Rapid development of xylanase assay conditions using Taguchi methodology.

The present investigation is mainly concerned with the rapid development of extracellular xylanase assay conditions by using Taguchi methodology. The extracellular xylanase was produced from Aspergillus niger (KP874102.1), a new strain isolated from a soil sample of the Baramura forest, Tripura West, India. Four physical parameters including temperature, pH, buffer concentration and incubation time were considered as key factors for xylanase activity and were optimized using Taguchi robust design methodology for enhanced xylanase activity.

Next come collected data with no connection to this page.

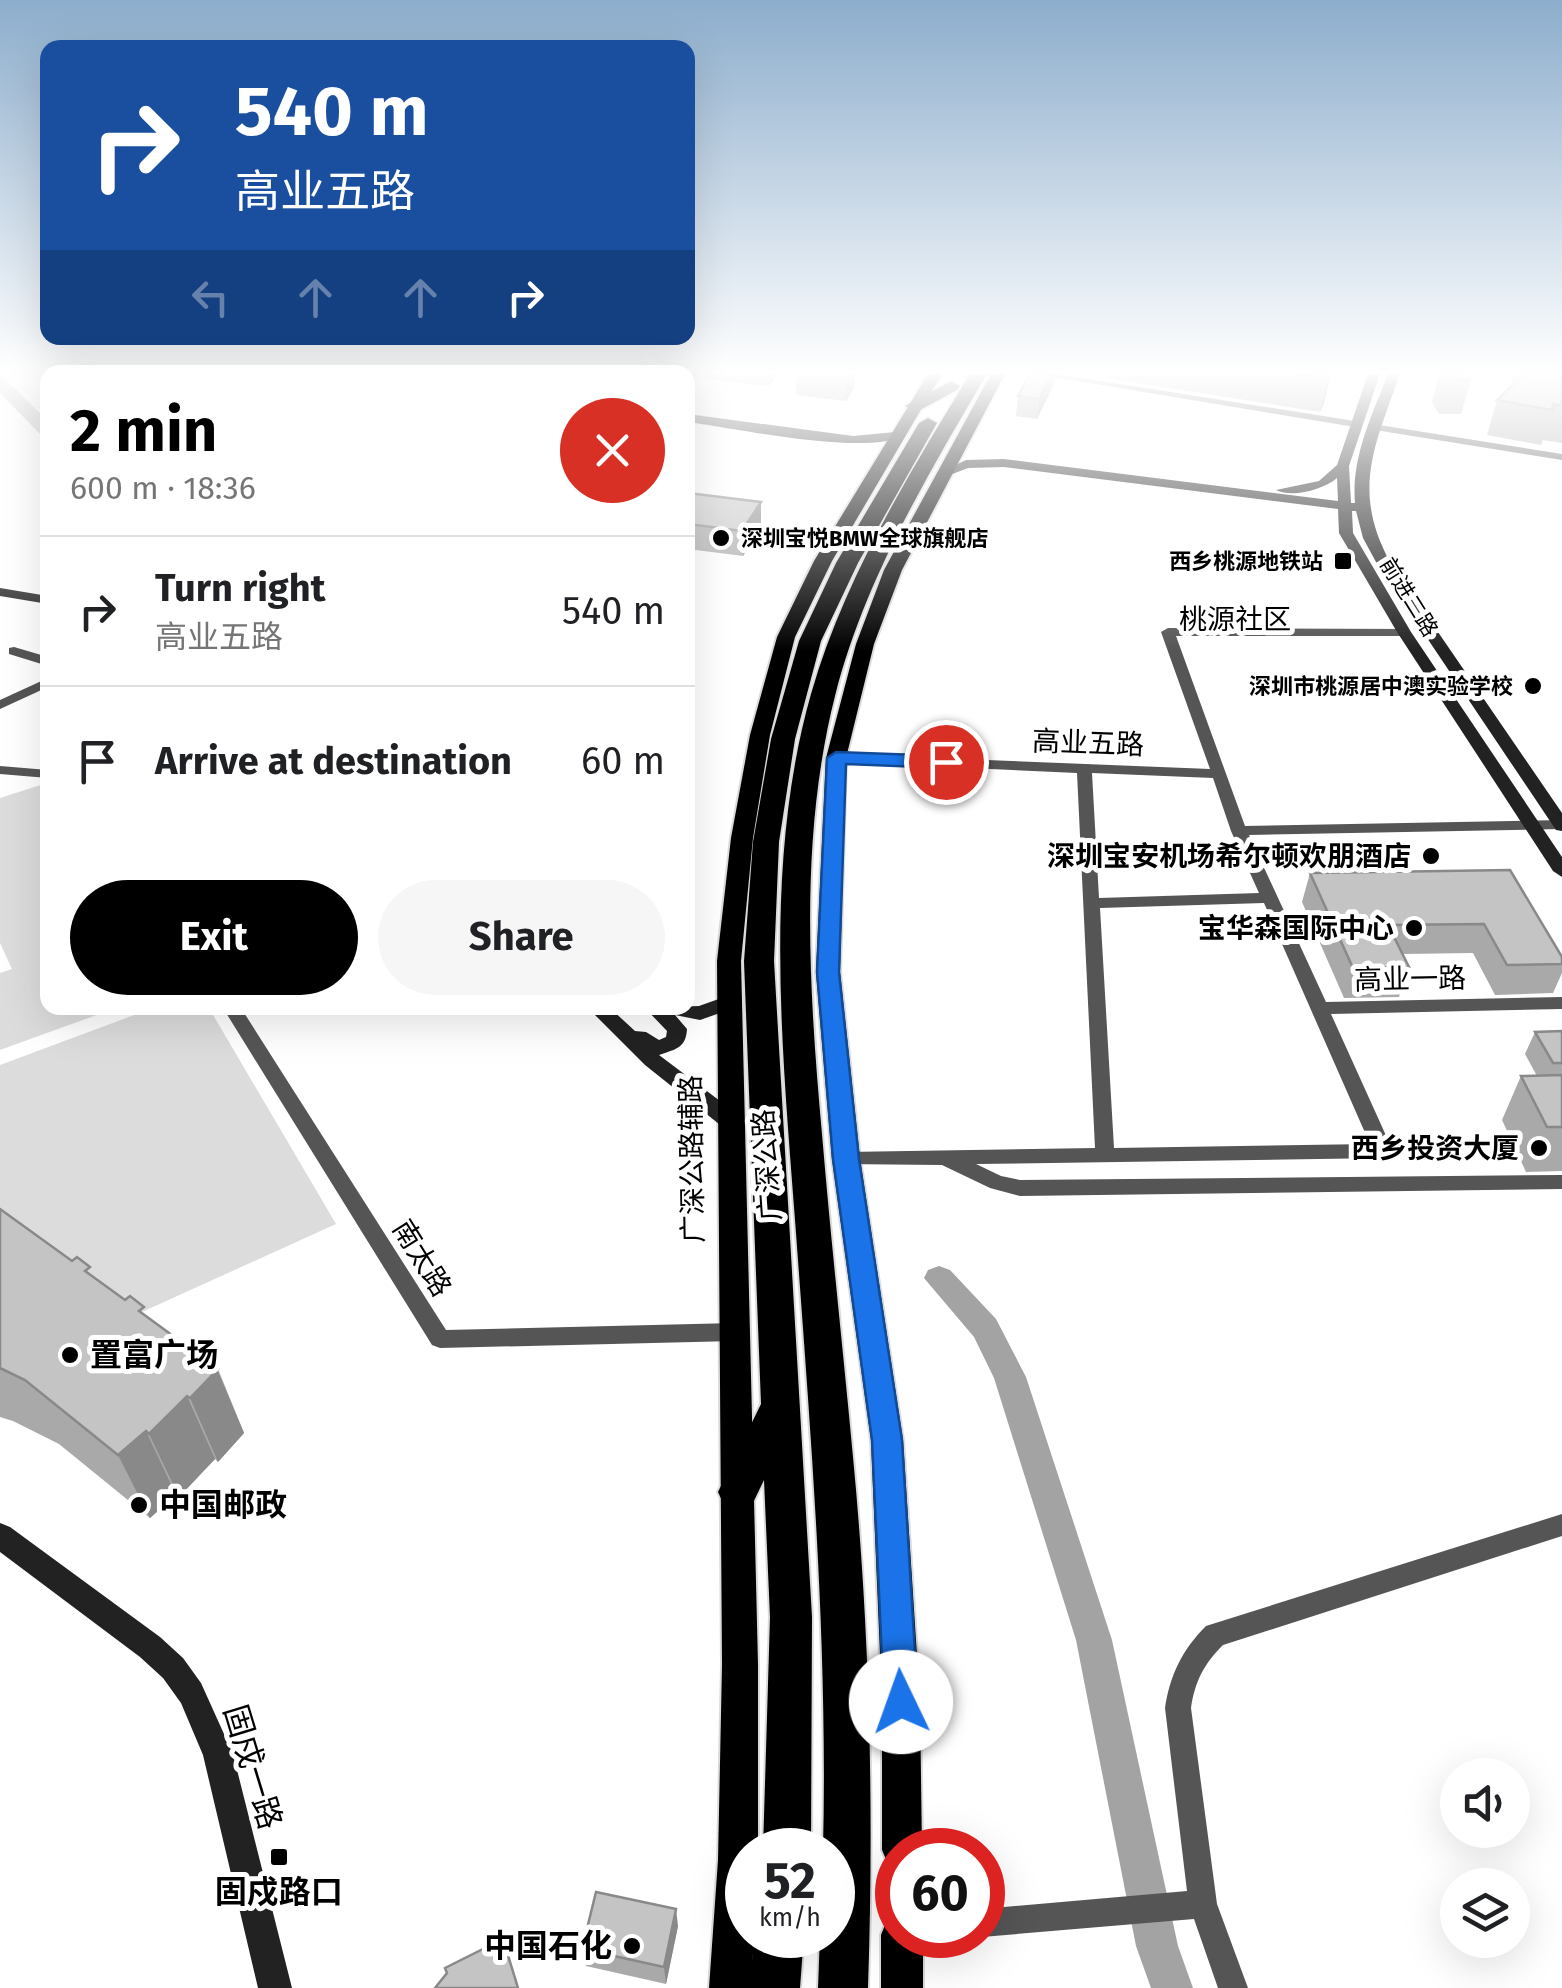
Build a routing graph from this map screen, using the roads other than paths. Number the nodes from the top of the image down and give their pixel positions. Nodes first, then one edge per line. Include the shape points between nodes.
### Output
1 (1343, 466) edge
2 (881, 467) edge
3 (904, 467) edge
4 (926, 467) edge
5 (950, 467) edge
6 (962, 467) edge
7 (1037, 467) edge
8 (1077, 467) edge
9 (1342, 467) edge
10 (1362, 467) edge
11 (947, 472) junction
12 (1266, 493) junction
13 (1342, 503) junction
14 (1360, 505) junction
15 (1346, 533) junction
16 (0, 583) edge
17 (40, 590) edge
18 (0, 592) edge
19 (40, 599) edge
20 (816, 602) junction
21 (1404, 632) junction
22 (865, 644) junction
23 (14, 651) dead end
24 (40, 659) edge
25 (834, 664) junction
26 (40, 686) edge
27 (0, 705) edge
28 (836, 758) junction
29 (1084, 768) junction
30 (0, 770) edge
31 (40, 773) edge
32 (1217, 774) junction
33 (1532, 824) junction
34 (1561, 825) edge
35 (1239, 831) junction
36 (1562, 870) edge
37 (1270, 898) junction
38 (1091, 902) junction
39 (730, 1002) junction
40 (1562, 1003) edge
41 (1320, 1008) junction
42 (695, 1012) edge
43 (236, 1015) edge
44 (605, 1015) edge
45 (616, 1015) edge
46 (661, 1015) edge
47 (732, 1122) junction
48 (1105, 1155) junction
49 (944, 1158) junction
50 (846, 1159) junction
51 (1562, 1182) edge
52 (735, 1332) junction
53 (779, 1408) junction
54 (738, 1492) junction
55 (1562, 1525) edge
56 (0, 1536) edge
57 (787, 1828) edge
58 (902, 1828) edge
59 (1204, 1904) junction
60 (1005, 1921) edge
61 (778, 1958) edge
62 (902, 1958) edge
63 (274, 1988) edge
64 (730, 1988) edge
65 (775, 1988) edge
66 (843, 1988) edge
67 (902, 1988) edge
68 (1233, 1988) edge

1 - 13 main road, 前进二路
2 - 20 main road, 广深公路辅路
3 - 20 highway, 广深公路
4 - 25 highway, 广深公路 via 872,565
5 - 11 main road
6 - 11 main road
7 - 12 main road
8 - 12 main road
9 - 12 main road via 1313,487
10 - 14 main road, 前进二路
11 - 22 main road via 893,570
12 - 13 main road
12 - 15 main road via 1319,512
13 - 14 main road
13 - 15 main road, 前进二路
14 - 34 main road, 前进二路 via 1374,550
15 - 21 main road, 前进二路
16 - 17 main road
18 - 19 main road
20 - 39 main road, 广深公路辅路 via 786,637 760,735 742,838
20 - 53 highway, 广深公路 via 766,842 759,960
21 - 32 street, 高业一路 via 1168,632
21 - 33 main road, 前进二路
22 - 25 highway
22 - 28 main road
23 - 24 street
25 - 66 highway, 广深公路 via 813,742 797,966 844,1611 850,1846
26 - 27 street
28 - 29 street, 高业五路
28 - 50 main road via 828,972
29 - 32 street, 高业五路
29 - 38 street
30 - 31 street
32 - 35 street, 高业一路
33 - 34 street
33 - 35 street
33 - 36 main road, 前进二路
35 - 37 street, 高业一路
37 - 38 street
37 - 41 street, 高业一路
38 - 48 street
39 - 42 main road
39 - 47 main road, 广深公路辅路
40 - 41 street, 高业一路
41 - 48 street via 1383,1152
43 - 52 street, 南太路 via 440,1339
44 - 47 main road
45 - 46 main road via 648,1045 668,1046 678,1033
47 - 52 main road, 广深公路辅路
48 - 49 street
49 - 50 street
49 - 51 street via 1020,1188
50 - 58 main road via 887,1440
52 - 54 main road, 广深公路辅路
53 - 54 highway
53 - 57 highway, 广深公路 via 791,1617
54 - 64 main road, 广深公路辅路 via 738,1860
55 - 59 street via 1215,1636 1192,1656 1178,1708
56 - 63 main road, 固戍一路 via 150,1647 191,1693 218,1754
59 - 60 street
59 - 68 street
61 - 65 highway
62 - 67 main road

The main effect, interaction effects and optimal levels of the process factors were determined using signal-to-noise (S/N) ratio. The Taguchi method recommends the use of S/N ratio to measure quality characteristics. Based on analysis of the S/N ratio, optimal levels of the process factors were determined. Analysis of variance (ANOVA) was performed to evaluate statistically significant process factors. ANOVA results showed that temperature contributed the maximum impact (62.58%) on xylanase activity, followed by pH (22.69%), buffer concentration (9.55%) and incubation time (5.16%). Predicted results showed that enhanced xylanase activity (81.47%) can be achieved with pH 2, temperature 50°C, buffer concentration 50 Mm and incubation time 10 min.